• [DATA SECTION]:
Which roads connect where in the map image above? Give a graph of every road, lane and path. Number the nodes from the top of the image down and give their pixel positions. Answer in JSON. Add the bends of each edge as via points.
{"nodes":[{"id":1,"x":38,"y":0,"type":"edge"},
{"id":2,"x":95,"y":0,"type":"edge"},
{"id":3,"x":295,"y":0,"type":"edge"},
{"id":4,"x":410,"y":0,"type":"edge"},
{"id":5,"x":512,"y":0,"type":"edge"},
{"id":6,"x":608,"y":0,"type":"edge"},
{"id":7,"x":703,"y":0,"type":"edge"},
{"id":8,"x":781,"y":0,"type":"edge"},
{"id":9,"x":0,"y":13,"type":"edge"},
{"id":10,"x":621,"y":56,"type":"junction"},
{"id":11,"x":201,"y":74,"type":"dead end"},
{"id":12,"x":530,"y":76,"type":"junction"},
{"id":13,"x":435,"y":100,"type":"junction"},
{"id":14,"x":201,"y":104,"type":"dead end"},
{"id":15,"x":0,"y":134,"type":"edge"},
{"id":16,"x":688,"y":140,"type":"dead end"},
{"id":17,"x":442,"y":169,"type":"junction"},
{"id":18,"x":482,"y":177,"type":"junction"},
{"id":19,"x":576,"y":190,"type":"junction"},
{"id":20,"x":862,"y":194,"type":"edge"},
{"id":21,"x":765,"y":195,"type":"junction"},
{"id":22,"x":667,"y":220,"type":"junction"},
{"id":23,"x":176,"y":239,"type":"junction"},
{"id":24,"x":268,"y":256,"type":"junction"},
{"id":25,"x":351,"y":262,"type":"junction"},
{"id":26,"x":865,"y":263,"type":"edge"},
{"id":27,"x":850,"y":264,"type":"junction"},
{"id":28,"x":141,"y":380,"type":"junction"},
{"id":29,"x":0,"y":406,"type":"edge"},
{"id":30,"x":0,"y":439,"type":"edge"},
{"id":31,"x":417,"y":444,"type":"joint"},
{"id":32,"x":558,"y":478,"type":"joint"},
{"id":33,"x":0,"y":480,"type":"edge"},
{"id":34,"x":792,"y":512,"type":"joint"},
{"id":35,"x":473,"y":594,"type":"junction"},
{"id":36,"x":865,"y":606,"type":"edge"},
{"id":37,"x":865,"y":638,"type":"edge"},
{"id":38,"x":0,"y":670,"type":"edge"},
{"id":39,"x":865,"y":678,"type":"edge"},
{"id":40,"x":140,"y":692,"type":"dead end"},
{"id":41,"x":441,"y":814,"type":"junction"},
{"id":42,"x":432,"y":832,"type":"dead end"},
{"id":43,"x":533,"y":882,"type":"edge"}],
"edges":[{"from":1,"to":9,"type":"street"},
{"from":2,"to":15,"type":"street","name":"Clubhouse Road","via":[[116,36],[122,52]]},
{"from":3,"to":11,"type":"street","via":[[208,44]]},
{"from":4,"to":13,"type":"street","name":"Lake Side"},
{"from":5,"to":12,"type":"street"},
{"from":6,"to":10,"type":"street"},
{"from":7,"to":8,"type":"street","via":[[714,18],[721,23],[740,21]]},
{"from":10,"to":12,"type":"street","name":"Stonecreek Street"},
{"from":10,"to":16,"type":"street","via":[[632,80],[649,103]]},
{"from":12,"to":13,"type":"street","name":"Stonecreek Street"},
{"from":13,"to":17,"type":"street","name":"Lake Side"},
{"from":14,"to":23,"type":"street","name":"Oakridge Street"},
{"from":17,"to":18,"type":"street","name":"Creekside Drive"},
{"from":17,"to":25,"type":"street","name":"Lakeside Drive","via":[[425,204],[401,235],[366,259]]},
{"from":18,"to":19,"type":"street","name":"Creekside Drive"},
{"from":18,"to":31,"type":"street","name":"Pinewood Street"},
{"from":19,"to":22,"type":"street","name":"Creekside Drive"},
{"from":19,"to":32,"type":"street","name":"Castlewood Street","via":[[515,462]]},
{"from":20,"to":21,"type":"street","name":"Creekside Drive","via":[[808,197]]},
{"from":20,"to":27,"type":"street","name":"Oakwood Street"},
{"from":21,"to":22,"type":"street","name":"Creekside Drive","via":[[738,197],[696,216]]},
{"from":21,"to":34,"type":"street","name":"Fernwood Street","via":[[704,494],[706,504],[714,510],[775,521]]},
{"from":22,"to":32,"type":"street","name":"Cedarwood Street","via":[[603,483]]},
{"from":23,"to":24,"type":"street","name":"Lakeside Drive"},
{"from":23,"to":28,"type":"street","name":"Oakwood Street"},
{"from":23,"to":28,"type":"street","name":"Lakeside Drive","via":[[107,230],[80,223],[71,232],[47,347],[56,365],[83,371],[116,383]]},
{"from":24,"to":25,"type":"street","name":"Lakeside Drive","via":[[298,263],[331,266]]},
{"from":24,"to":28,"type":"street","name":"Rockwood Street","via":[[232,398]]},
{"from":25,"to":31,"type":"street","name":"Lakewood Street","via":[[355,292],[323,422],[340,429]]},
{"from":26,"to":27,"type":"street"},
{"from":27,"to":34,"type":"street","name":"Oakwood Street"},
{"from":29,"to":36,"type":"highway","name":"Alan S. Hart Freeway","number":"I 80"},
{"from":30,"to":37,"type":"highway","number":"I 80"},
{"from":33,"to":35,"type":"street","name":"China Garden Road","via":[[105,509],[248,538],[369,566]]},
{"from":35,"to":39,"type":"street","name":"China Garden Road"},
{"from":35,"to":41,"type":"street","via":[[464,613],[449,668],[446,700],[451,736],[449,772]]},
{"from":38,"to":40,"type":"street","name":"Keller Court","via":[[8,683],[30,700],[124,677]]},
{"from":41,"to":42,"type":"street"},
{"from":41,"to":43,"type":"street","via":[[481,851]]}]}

• [WHAT TO DO]:
Your answer should consist of each line above in which "joint" appears.

• [YOUR SOLUTION]:
{"id":31,"x":417,"y":444,"type":"joint"},
{"id":32,"x":558,"y":478,"type":"joint"},
{"id":34,"x":792,"y":512,"type":"joint"},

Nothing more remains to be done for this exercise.